Ministry of Reconciliation, Part 1: Bleed into One
I believe in the Kingdom Come
Then all the colours will bleed into one
Bleed into one.
But yes, I'm still running.
–U2 in “Still Haven’t Found What I’m Looking For” 
While I love the band and I love the song, this phrase bothers me. I’m not a skilled painter, so believe me when I tell you that when too many colors “bleed into one,” it creates this hideous mud color with which I’m all too familiar. So as Bono pines for the kingdom come, my mind’s eye sees only the drab colors of Mordor. But the rocker is right about one thing—the way we view the kingdom come gives shape to lives today. When we pray, “Your Kingdom come; your will be done,” our vision of heaven guides our work on earth. This is why I am enthralled by the words of Rev. 21:23-26.
The city does not need the sun or the moon to shine on it, for the glory of God gives it light, and the Lamb is its lamp. The nations will walk by its light, and the kings of the earth will bring their splendor into it. On no day will its gates ever be shut, for there will be no night there. The glory and honor of the nations will be brought into it. (emphasis added)
I had never noticed this image as a child. If I had, I might not have been so terrified by the idea of eternity in heaven. My picture of the Bible’s final scene was remarkably similar to its opening scene—formless and void. I never quite bought into the cartoon version with clouds and harps, but neither did I accept the streets-of-gold version. This left me with vague impressions of an eternal worship service with people who all looked like me, stale crackers, grape juice, 728C (the heavenly sequel), and the possible addition of fog machines. What a nightmare!
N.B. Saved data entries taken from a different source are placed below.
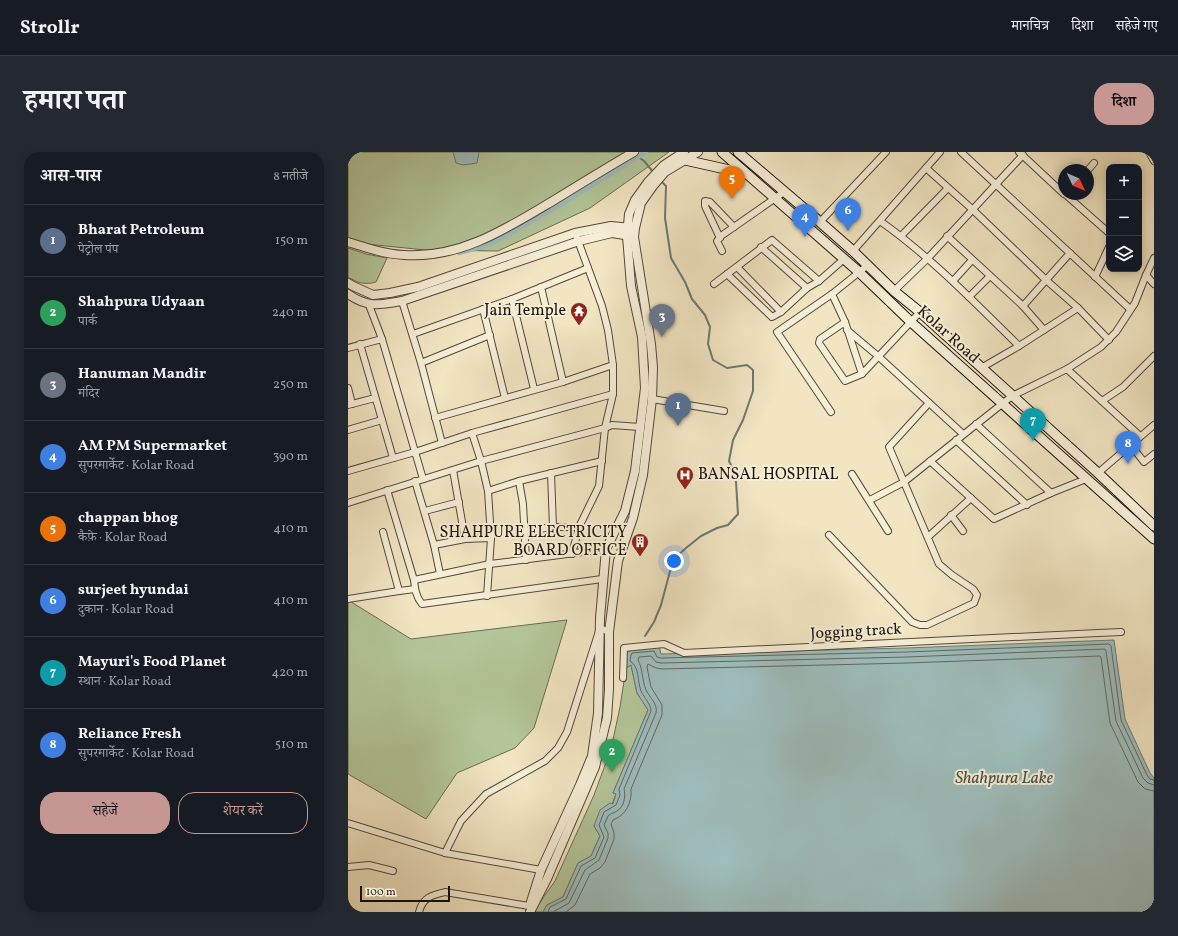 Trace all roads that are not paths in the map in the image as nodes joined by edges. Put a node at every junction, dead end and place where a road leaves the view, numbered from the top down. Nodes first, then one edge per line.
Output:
1 (634, 152) edge
2 (698, 152) edge
3 (722, 152) edge
4 (738, 152) edge
5 (886, 152) edge
6 (940, 152) edge
7 (961, 152) edge
8 (1149, 152) edge
9 (1021, 154) edge
10 (681, 158) edge
11 (1154, 161) edge
12 (926, 168) junction
13 (745, 173) junction
14 (996, 184) junction
15 (948, 188) junction
16 (1058, 188) edge
17 (784, 192) junction
18 (774, 199) junction
19 (1072, 200) edge
20 (972, 209) junction
21 (880, 221) junction
22 (820, 222) junction
23 (734, 227) junction
24 (1106, 230) edge
25 (631, 232) junction
26 (575, 233) junction
27 (901, 236) junction
28 (947, 236) junction
29 (720, 238) junction
30 (579, 241) junction
31 (348, 242) edge
32 (761, 247) junction
33 (853, 251) junction
34 (722, 252) dead end
35 (1070, 253) junction
36 (1106, 255) edge
37 (928, 258) junction
38 (1154, 258) edge
39 (844, 260) junction
40 (972, 260) junction
41 (868, 265) junction
42 (737, 267) junction
43 (588, 268) junction
44 (859, 272) junction
45 (727, 274) junction
46 (1146, 275) junction
47 (990, 276) junction
48 (1096, 277) junction
49 (1046, 280) junction
50 (819, 281) junction
51 (953, 281) junction
52 (714, 284) dead end
53 (1154, 284) edge
54 (541, 287) junction
55 (349, 288) edge
56 (807, 288) junction
57 (894, 291) junction
58 (832, 294) junction
59 (969, 297) junction
60 (512, 298) junction
61 (402, 301) junction
62 (370, 305) junction
63 (1023, 306) junction
64 (1078, 308) junction
65 (483, 309) junction
66 (1130, 310) junction
67 (781, 312) junction
68 (920, 312) junction
69 (845, 322) junction
70 (911, 322) junction
71 (847, 330) junction
72 (1044, 330) junction
73 (412, 334) junction
74 (490, 335) junction
75 (382, 339) junction
76 (1110, 340) junction
77 (360, 344) junction
78 (1019, 346) junction
79 (348, 348) edge
80 (1154, 356) edge
81 (879, 357) junction
82 (421, 363) junction
83 (612, 365) junction
84 (981, 368) junction
85 (1067, 369) junction
86 (862, 374) junction
87 (563, 382) junction
88 (348, 388) edge
89 (534, 389) junction
90 (614, 394) junction
91 (1012, 396) junction
92 (375, 398) junction
93 (505, 398) junction
94 (652, 399) junction
95 (1102, 401) junction
96 (929, 403) junction
97 (1002, 403) junction
98 (350, 405) edge
99 (724, 411) dead end
100 (831, 412) dead end
101 (435, 418) junction
102 (382, 420) junction
103 (976, 424) junction
104 (1154, 425) edge
105 (640, 427) junction
106 (605, 428) junction
107 (348, 430) edge
108 (472, 433) junction
109 (963, 434) junction
110 (1140, 436) junction
111 (956, 440) junction
112 (442, 443) junction
113 (1130, 444) junction
114 (415, 452) junction
115 (1154, 454) edge
116 (393, 458) junction
117 (602, 461) junction
118 (930, 461) junction
119 (481, 462) junction
120 (453, 470) junction
121 (348, 471) edge
122 (551, 473) junction
123 (1098, 473) junction
124 (852, 474) dead end
125 (423, 479) junction
126 (1086, 479) junction
127 (415, 481) junction
128 (519, 481) junction
129 (904, 482) junction
130 (387, 490) junction
131 (488, 491) junction
132 (1051, 493) junction
133 (1120, 494) junction
134 (971, 498) junction
135 (870, 500) junction
136 (459, 502) junction
137 (1112, 502) junction
138 (348, 503) edge
139 (1027, 505) junction
140 (425, 511) junction
141 (951, 515) junction
142 (1154, 526) edge
143 (553, 527) junction
144 (579, 527) junction
145 (525, 531) junction
146 (888, 531) dead end
147 (963, 531) dead end
148 (383, 532) dead end
149 (829, 535) dead end
150 (928, 537) junction
151 (491, 538) junction
152 (464, 539) junction
153 (1154, 539) edge
154 (434, 545) junction
155 (606, 549) junction
156 (572, 554) junction
157 (526, 560) junction
158 (490, 564) junction
159 (440, 574) junction
160 (602, 579) junction
161 (414, 580) junction
162 (415, 589) junction
163 (399, 591) junction
164 (487, 596) junction
165 (348, 600) edge
166 (600, 628) junction
167 (608, 632) junction
168 (1121, 632) dead end
169 (624, 678) dead end
170 (348, 823) edge
171 (445, 853) junction
172 (348, 867) edge
173 (541, 870) junction
174 (393, 871) dead end
175 (528, 910) edge
176 (419, 912) edge

1 - 31 street
2 - 10 street
3 - 13 main road, Kolar Road
4 - 17 main road, Kolar Road
5 - 22 street
6 - 12 street
7 - 14 street
8 - 11 street
9 - 14 street
9 - 16 street
10 - 13 main road
10 - 25 street
12 - 15 street
12 - 21 street
13 - 18 main road, Kolar Road
14 - 20 street
14 - 35 street
15 - 20 street
15 - 27 street
17 - 18 street
17 - 22 main road, Kolar Road
18 - 23 street
18 - 39 main road, Kolar Road
19 - 24 street
20 - 28 street
20 - 49 street
21 - 27 street
21 - 33 street
22 - 33 main road, Kolar Road
23 - 29 street
23 - 29 street
25 - 26 street
25 - 30 street
25 - 94 street
25 - 105 street
26 - 30 street
26 - 55 street
27 - 37 street
28 - 37 street
28 - 40 street
29 - 34 street
30 - 43 street
30 - 61 street
32 - 42 street
32 - 50 street
32 - 56 street
33 - 39 main road
33 - 41 main road, Kolar Road
35 - 48 street
35 - 49 street
36 - 48 street
37 - 51 street
37 - 57 street
38 - 46 street
39 - 44 main road, Kolar Road
39 - 50 street
40 - 47 street
40 - 51 street
41 - 44 street
41 - 57 main road, Kolar Road
42 - 45 street
42 - 67 street
43 - 54 street
43 - 83 street
44 - 58 street
44 - 70 main road, Kolar Road
45 - 52 street
45 - 67 street
46 - 53 street
46 - 66 street
47 - 59 street
47 - 63 street
48 - 66 street
49 - 63 street
49 - 64 street
50 - 56 street
51 - 59 street
54 - 60 street
54 - 87 street
55 - 62 street
56 - 67 street
57 - 68 main road, Kolar Road
58 - 69 street
58 - 100 street
59 - 78 street
60 - 65 street
60 - 89 street
61 - 62 street
61 - 73 street
62 - 75 street
63 - 72 street
64 - 72 street
64 - 76 street
65 - 73 street
65 - 74 street
66 - 76 street
68 - 70 street
68 - 84 main road, Kolar Road
69 - 71 street
69 - 86 street
70 - 81 street
70 - 97 main road, Kolar Road
71 - 81 street
71 - 86 street
72 - 78 street
73 - 82 street
74 - 82 street
74 - 93 street
75 - 77 street
75 - 114 street
76 - 85 street
77 - 79 street
77 - 92 street
78 - 84 street
80 - 95 street
81 - 86 street
81 - 96 street
82 - 101 street
83 - 87 street
83 - 90 street
84 - 91 main road, Kolar Road
85 - 91 street
85 - 95 street
87 - 89 street
88 - 98 street
89 - 93 street
90 - 106 street
90 - 108 street
91 - 97 street
91 - 123 main road, Kolar Road
92 - 98 street
92 - 102 street
93 - 101 street
94 - 99 street
94 - 167 street
95 - 110 street
96 - 109 street
96 - 129 street
97 - 103 street
97 - 126 main road, Kolar Road
101 - 112 street
102 - 107 street
102 - 116 street
103 - 109 street
103 - 132 street
104 - 110 street
105 - 106 street
105 - 155 street
106 - 117 street
106 - 119 street
108 - 112 street
108 - 119 street
109 - 111 street
110 - 113 street
111 - 118 street
111 - 139 street
112 - 114 street
113 - 115 street
113 - 123 street
114 - 116 street
114 - 125 street
116 - 121 street
117 - 122 street
117 - 144 street
118 - 129 street
118 - 134 street
119 - 120 street
119 - 131 street
120 - 125 street
120 - 136 street
122 - 128 street
122 - 143 street
123 - 133 main road, Kolar Road
124 - 135 street
125 - 127 street
126 - 132 street
126 - 137 main road, Kolar Road
127 - 130 street
127 - 140 street
128 - 131 street
128 - 145 street
129 - 135 street
129 - 150 street
130 - 138 street
130 - 161 street
131 - 151 street
132 - 139 street
133 - 137 main road
133 - 142 main road, Kolar Road
134 - 139 street
134 - 141 street
135 - 146 street
136 - 140 street
136 - 152 street
137 - 153 main road, Kolar Road
140 - 154 street
141 - 147 street
141 - 150 street
143 - 144 street
143 - 145 street
144 - 156 street
145 - 157 street
148 - 163 street
149 - 150 street
151 - 152 street
151 - 158 street
152 - 154 street
154 - 159 street
155 - 156 street
155 - 160 street
156 - 157 street
157 - 158 street
158 - 159 street
158 - 164 street
159 - 161 street
160 - 164 street
160 - 166 street
161 - 162 street
162 - 163 street
162 - 164 street
163 - 165 street
166 - 167 street
166 - 171 street
166 - 173 street
167 - 175 street
168 - 169 street, Jogging track
170 - 171 street
171 - 173 street
172 - 174 street
173 - 175 street
175 - 176 street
So imagine my ecstasy upon realizing what these verses were saying. The glory, honor, and splendor of the nations will be featured in our eternal home! Today, when I picture heaven, I see a visual feast of paintings, sculptures, tapestries, textiles, and historical artifacts from across the globe. But more than sights, I can now smell and taste the heavenly feast. The aromas of curries, kalbi, sushi, pasta, naan, and tacos evoke an inward groaning that words cannot express (though to be fair, I guess hunger sufficiently expresses that groaning).
As exciting as it would be to follow this train of thought, I have to admit that Revelation is not as concerned with the cuisine as it is about the human participants. The final scene is not a matter of all colors blending into one. Rather, it is about the full and beautiful array of humanity living in perfect unity with God and with each other. Our unique stories and cultures are not things to be expunged or blended. Our stories will be told. Our cultures will be represented. Our cultural accomplishments will be highlighted—not muted. So if this is the heavenly kingdom we are to seek, we obviously still haven’t found what we’re looking for.
During a television interview in 1960, Martin Luther King Jr. lamented that Sunday morning worship is possibly the most segregated hour of the week. Nearly 60 years later, his words still ring true. While some shrug this off as natural, my friend Maurice Dent and I agree with King that a segregated church is “standing against the Spirit and the teachings of Jesus Christ, and it fails to be a true witness.”  Maurice’s experience among predominantly black congregations and my experience among predominantly white congregations have left us longing for more. While racial justice and reconciliation involve more than just the black-white relationship, we believe that at this time in North Carolina, this relationship demands our attention and efforts more than any other.
In two upcoming articles, Maurice and I will share some of the challenges we see facing our respective groups (Part 2) and explore some preliminary thoughts about a way forward (Part 3). Our context is unique as are our perspectives. It is not our intention to prescribe a solution for other contexts. Rather, it is our hope that by sharing our stories, we might help others to imagine what the “ministry of reconciliation” might look like in their own particular contexts. I think it looks less like colors bleeding into one, and more like appreciating the vivid contrasts of unique, complementary hues.